The paint was coming off so fast that Caroline actually saw a white patch fall. Gutters full of sludge and rain fronted the apartment; there were bars on every window.

Should she knock? She couldn’t make up her mind. This Bentley Wells was talented, but certainly he lacked the prestige of her position at Austen’s. And she -- Caroline -- was the director. The director! Organizing a retrospective for one of the most powerful female painters the United States had ever produced. How could she feel afraid?

She stood there with clenched thighs, her buttocks turning cold, the fast trickles of blood into the tampon energizing her.

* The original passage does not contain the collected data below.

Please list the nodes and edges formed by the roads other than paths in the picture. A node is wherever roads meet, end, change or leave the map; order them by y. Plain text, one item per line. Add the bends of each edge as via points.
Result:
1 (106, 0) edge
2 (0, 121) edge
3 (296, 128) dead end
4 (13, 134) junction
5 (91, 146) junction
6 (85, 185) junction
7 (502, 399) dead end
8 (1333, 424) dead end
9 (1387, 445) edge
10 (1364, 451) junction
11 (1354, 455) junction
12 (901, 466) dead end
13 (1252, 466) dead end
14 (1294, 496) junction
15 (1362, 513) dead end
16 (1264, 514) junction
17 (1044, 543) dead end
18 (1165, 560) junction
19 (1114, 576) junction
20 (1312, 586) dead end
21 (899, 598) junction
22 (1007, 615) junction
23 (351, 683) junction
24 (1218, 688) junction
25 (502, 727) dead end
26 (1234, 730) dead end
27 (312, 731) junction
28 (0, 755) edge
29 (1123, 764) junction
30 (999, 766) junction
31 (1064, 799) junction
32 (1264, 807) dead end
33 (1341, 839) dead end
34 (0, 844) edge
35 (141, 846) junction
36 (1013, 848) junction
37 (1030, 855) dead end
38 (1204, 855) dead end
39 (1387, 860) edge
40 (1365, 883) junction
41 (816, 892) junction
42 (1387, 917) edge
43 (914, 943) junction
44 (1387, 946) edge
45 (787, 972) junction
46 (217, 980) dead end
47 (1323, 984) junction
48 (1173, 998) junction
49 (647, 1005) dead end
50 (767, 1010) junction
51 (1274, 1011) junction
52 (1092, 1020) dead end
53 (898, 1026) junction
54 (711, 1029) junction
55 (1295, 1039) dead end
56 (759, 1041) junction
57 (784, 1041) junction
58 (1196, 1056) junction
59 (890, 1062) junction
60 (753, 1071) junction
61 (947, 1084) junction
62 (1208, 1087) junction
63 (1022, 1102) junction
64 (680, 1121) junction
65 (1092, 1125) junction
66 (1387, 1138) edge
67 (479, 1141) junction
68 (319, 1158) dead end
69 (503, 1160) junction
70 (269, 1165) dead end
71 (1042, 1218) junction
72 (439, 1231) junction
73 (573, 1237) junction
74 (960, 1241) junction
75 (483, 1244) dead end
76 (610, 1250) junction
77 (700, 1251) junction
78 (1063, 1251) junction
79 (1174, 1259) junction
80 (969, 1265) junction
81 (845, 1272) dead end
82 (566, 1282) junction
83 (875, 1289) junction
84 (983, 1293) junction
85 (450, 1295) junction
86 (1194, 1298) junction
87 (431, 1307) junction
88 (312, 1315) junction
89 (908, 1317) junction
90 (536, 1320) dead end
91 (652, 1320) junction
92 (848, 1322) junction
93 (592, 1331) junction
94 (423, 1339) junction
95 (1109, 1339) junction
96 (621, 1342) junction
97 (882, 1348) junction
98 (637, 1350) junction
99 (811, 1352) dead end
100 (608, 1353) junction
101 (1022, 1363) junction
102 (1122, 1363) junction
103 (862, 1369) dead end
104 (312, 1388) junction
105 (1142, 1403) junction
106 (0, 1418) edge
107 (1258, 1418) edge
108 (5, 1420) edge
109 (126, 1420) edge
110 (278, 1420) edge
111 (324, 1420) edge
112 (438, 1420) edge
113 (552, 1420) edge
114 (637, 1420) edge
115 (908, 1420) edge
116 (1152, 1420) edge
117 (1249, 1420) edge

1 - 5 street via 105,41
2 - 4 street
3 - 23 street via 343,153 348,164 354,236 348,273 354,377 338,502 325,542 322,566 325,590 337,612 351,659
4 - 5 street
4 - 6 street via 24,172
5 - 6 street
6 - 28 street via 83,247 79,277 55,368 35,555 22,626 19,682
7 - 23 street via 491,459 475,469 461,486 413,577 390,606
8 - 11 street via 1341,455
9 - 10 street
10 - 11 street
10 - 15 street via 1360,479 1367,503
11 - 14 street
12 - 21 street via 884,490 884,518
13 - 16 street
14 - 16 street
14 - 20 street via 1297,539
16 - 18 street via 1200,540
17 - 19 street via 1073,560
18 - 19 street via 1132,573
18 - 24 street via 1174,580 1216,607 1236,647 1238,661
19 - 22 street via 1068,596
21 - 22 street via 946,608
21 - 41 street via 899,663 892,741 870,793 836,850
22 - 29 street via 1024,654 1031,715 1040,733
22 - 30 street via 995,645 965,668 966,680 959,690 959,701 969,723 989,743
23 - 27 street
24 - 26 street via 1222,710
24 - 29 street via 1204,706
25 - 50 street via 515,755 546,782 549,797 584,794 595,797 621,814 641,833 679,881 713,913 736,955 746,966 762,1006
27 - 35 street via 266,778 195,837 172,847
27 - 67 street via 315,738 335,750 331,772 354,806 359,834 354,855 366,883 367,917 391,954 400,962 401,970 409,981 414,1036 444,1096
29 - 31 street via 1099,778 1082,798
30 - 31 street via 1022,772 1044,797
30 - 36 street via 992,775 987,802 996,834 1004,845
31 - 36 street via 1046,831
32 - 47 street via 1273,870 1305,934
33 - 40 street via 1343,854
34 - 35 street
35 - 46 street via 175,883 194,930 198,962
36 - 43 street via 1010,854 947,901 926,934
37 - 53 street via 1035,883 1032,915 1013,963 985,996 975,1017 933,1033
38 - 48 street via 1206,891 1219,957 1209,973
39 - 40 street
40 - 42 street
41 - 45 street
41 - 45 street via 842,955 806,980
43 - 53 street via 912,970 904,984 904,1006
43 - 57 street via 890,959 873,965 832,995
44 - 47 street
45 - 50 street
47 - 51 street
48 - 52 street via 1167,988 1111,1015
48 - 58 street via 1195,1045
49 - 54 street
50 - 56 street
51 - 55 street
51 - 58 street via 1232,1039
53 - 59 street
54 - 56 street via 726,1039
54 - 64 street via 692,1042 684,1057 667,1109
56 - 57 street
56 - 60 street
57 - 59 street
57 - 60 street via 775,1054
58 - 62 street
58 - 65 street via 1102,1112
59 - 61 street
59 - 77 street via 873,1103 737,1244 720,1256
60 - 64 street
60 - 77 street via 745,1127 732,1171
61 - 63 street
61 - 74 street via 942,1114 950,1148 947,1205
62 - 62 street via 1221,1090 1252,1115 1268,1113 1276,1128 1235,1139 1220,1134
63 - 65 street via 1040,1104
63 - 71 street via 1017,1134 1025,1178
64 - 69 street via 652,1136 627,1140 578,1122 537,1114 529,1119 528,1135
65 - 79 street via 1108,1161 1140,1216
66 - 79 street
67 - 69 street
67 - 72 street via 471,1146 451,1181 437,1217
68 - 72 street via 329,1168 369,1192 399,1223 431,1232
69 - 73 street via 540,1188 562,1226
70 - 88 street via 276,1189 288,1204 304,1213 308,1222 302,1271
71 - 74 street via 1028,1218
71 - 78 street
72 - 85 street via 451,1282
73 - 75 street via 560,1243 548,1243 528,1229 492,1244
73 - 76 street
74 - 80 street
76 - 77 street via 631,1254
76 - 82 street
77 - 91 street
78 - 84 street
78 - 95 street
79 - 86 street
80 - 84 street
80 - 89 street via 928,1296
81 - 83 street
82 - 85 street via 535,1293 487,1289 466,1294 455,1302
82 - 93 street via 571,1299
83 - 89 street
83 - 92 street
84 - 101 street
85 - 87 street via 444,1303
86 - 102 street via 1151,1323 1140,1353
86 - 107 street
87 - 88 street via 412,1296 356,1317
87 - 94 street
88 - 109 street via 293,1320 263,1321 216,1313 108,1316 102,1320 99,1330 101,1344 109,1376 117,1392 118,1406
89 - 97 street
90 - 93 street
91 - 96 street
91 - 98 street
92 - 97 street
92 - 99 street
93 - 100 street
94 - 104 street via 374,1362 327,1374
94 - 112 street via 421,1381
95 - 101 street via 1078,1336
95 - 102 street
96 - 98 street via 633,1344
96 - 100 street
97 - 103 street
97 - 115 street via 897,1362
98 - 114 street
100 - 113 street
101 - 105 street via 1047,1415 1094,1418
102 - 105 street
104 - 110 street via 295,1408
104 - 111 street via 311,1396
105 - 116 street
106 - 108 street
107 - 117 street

Quickly, she ascended the steps.

More quickly, she knocked.

A fumbling. The crack of a falling chair--?

Then, silence.

"Hello?" Caroline whispered.

The door eased open.

A shadow stretching behind him.

He lifted the chain off.

"Bentley?" Caroline asked. "Bentley Wells?"

Now that she was actually here, face to face, she was in a panic as to what to say. And he wasn’t helping her any. He stood there in a wine-splashed bathrobe, the tie coming undone, so she caught glimpses of his gleaming black chest hair, his paunch. He held a paintbrush in his left hand; long red drips fell, splattered the carpet.

"Ben," the man said. "Not that pompous gallery crap. Just ‘Ben.’"

Caroline managed a smile.

"Pleased to meet you. Caroline Johnson. May I come in?"

Her boldness made her shiver.

"Always," Ben said, and threw the door open wide.